先行きのインドネシア経済は内外需が鈍化して成長ペースが減速するだろう。民間消費は物価上昇や金利上昇や交易条件の悪化が重石となるが、対面型サービス業の回復により良好な雇用環境が続くため底堅い伸びを維持するとみられる。民間投資はマクロ経済の安定や雇用創出法による投資環境の改善により海外からの投資流入が続くが、輸出停滞や金利上昇により企業の設備投資意欲が高まらず伸び悩むだろう。また緊縮財政の継続により公共部門の景気支持効果も期待しにくい。輸出はインバウンド需要の増加や中国経済の回復により増加傾向を維持するが、欧米を中心とした海外経済の減速や中国の豪州産石炭の禁輸終了により増勢鈍化は避けられない。一方、輸入は消費の底堅さから増加傾向が続くとみられ、外需は来年度も成長率の押し下げ要因になると予想される。

金融政策は、インドネシア中銀が昨年8月に金融引き締めに舵を切り、政策金利は過去最低水準の3.5%から5.75%まで引き上げられたが、直近2回の会合では据え置きとなっている(図表10)。2月の消費者物価上昇率は前年同月比+5.5%と、中銀の物価目標(+2~4%)の上限を上回っているが、コアインフレは+3%台前半で落ち着いている。今後はエネルギー価格の低下によりインフレの鈍化傾向が続いて年後半に物価目標圏内に落ち着くと予想する。従って、インドネシア中銀は当面は政策金利を現行水準で据え置くものとみられる。

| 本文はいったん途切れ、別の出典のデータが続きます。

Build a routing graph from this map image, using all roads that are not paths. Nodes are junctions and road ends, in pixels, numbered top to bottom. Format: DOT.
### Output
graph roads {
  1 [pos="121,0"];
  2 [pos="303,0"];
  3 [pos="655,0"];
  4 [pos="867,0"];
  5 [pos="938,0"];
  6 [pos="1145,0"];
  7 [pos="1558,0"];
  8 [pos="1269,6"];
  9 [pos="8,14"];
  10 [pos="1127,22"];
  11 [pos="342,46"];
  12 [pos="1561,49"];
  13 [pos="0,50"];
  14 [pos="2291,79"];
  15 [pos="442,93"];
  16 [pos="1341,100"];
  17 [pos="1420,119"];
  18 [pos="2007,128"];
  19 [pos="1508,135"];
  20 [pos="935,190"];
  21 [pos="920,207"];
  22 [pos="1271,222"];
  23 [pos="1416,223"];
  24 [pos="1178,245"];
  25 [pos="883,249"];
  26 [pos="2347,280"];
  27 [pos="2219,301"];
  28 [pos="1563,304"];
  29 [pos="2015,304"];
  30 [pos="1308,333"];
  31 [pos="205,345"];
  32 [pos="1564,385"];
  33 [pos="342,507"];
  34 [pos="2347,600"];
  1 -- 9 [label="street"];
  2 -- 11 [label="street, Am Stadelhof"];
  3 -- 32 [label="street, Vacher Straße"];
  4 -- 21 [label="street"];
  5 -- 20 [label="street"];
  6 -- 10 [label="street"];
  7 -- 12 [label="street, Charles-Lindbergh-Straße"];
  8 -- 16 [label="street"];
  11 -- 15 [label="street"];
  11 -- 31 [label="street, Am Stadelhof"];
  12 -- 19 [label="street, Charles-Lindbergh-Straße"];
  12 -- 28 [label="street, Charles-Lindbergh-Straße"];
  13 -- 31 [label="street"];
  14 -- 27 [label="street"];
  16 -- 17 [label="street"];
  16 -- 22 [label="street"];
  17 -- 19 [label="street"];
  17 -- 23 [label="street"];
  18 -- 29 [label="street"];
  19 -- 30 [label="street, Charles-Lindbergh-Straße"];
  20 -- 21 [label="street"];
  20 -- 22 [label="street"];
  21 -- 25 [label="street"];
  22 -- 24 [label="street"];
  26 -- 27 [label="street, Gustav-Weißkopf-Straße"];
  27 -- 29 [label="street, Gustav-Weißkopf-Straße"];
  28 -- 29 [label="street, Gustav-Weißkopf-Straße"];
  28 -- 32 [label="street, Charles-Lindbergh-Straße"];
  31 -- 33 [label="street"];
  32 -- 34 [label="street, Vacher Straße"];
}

実質GDP成長率は2023年が+4.7%(22年:+5.2%)と低下するが、2024年が+5.2%に小幅に上昇すると予想する。
(図表9)インドネシア実質GDP成長率(需要側)/(図表10)インドネシアのインフレ率と政策金利
2-4.フィリピン
フィリピン経済はコロナ禍からの景気回復が続いている。2022年の実質GDPは前年比+7.6%(2021年:同+5.7%)となり1976年以来の高成長を記録し、コロナ禍前(2019年)の水準を上回った。四半期ベースでみると、10-12月期の成長率は前年同期比+7.2%となり、7-9月期の同+7.6%から鈍化したものの、順調な成長が続いていることが明らかとなった(図表11)。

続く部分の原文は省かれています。